Normalization was performed by applying a scaling factor that normalizes the geometric mean of housekeeping genes (β-actin; ACTB, hypoxanthine phosphoribosyltransferase 1; HPRT1 and RNA polymerase II subunit A; POLR2A) for each sample and these normalized counts were used to calculate the scores, as previously reported92. The median of these ISG relative expressions was used as an IFN score.
IFN-α protein measurement by Simoa technology
All reagents were purchased from Quanterix (reference 100860) and loaded onto the Simoa HD-1 Analyzer (Quanterix) according to the manufacturer’s instructions and using three-step assay configurations. Briefly, the beads were pelleted with a magnet to remove supernatant (SN). Following several washes, 100 μL of detector antibody were added, according to the manufacturer’s instructions. The beads were then pelleted with a magnet, followed by washes and 100 μL of β-d-galactosidase (SβG) were added. The beads were washed, re-suspended in resorufin β-d-galactopy-ranoside (RGP) solution, and loaded onto the array. The array was then sealed with oil and imaged. Images of the arrays were analyzed and AEB (average enzyme per bead) values were calculated by the Simoa HD-1-associated software. Analyzer, as previously reported93. Human plasma samples along with calibration curves were measured using the Simoa HD-1 Analyzer. The calibration curves were fit using a 4PLfit with 1/y2 weighting factor and were used to determine the concentrations of the unknown human plasma samples. This analysis was done automatically using the software provided by Quanterix with the Simoa HD-1 Analyzer.
IL-6, IFN-λ1, and IFN-γ protein measurements
Concentrations were determined in patient’s serum using U-PLEX Custom Human Cytokine assay (Meso Scale Diagnostics, Rockville, MD). The assays were performed according to the manufacturer’s instructions with overnight incubation of the diluted samples and standards at 4 °C. The electrochemiluminescence signals (ECL) were detected by MESO QuickPlex SQ 120 plate reader (MSD) and analyzed with Discovery Workbench Software (v4.0, MSD).

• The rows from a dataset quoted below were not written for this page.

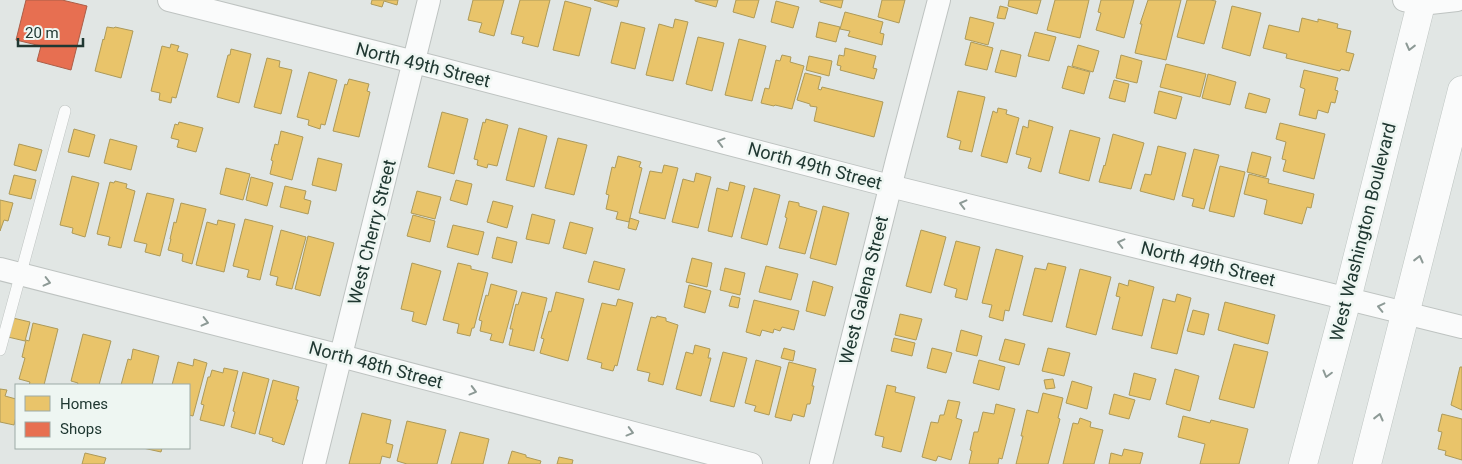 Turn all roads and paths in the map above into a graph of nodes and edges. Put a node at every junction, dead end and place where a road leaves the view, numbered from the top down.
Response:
1 (169, 0) edge
2 (429, 0) edge
3 (939, 0) edge
4 (1457, 0) edge
5 (1415, 1) edge
6 (414, 62) junction
7 (1462, 90) edge
8 (65, 112) dead end
9 (890, 186) junction
10 (10, 272) edge
11 (1347, 299) junction
12 (1405, 312) junction
13 (1462, 327) edge
14 (0, 350) edge
15 (341, 356) junction
16 (314, 464) edge
17 (751, 464) edge
18 (821, 464) edge
19 (1303, 464) edge
20 (1367, 464) edge

1 - 6 street, North 49th Street
2 - 6 street, West Cherry Street
3 - 9 street, West Galena Street
4 - 5 street
5 -> 11 street, West Washington Boulevard
9 -> 6 street, North 49th Street
6 - 15 street, West Cherry Street
12 -> 7 street
8 - 10 lane
11 -> 9 street, North 49th Street
9 - 18 street, West Galena Street
10 - 14 lane
10 -> 15 street, North 48th Street
12 -> 11 street, North 49th Street
11 -> 19 street, West Washington Boulevard
12 - 13 street, North 49th Street
20 -> 12 street
15 - 16 street, West Cherry Street
15 -> 17 street, North 48th Street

Ex vivo stimulation of PBMCs isolated from SARS-CoV-2-infected patients and healthy donors
Bloods of SARS-CoV-2-infected patients and healthy donors were collected in EDTA tubes. PBMCs were freshly isolated by Ficoll-Hypaque density centrifugation followed by washing in pDC/PMBC culture medium (i.e., RPMI 1640 Medium supplemented with 10% FBS, 100 U/ml penicillin, 100 mg/ml streptomycin, 2 mM l-glutamine, non-essential amino acids, 1 mM sodium pyruvate and 10 mM Hepes). PMBCs were frozen in 1 mL freezing medium (10% DMSO, 90% FBS) and cryopreserved in vapor phase liquid nitrogen (>−135 °C). Two hours prior to ex vivo stimulation, PBMCs were thawed out at 37 °C rinsed with 10 mL of FCS, incubated in 40 mL of pDC/PMBC culture medium at 37 C°/5% CO2 for 30 min, and re-suspended in culture medium. 2.5 × 10 e5 PBMCs were cocultured with 1 × 10 e5 SARS-CoV-2-infected versus uninfected A549-ACE2 cells, as negative control, or were stimulated with TLR agonists [31.8 µM R848 and 42.22 µM polyI:C] for the FACS panel of mDC1/pDC analysis and LPS stimulation [2.04 µM] for the mDC2/non-mDC2/HLA-DR+ CD14+ panel in a final volume of 200 µl in 96-well round-bottom plates incubated at 37 C°/5% CO2 for 14 to 16 h. Cell-culture SNs were collected for quantification of cytokine levels (IFN-α by ELISA/Simoa; IL-6, IFN, and IFN-λ1 by U-PLEX Custom Human Cytokine assay) while cells were harvested for flow cytometry or for Nanostring analyses.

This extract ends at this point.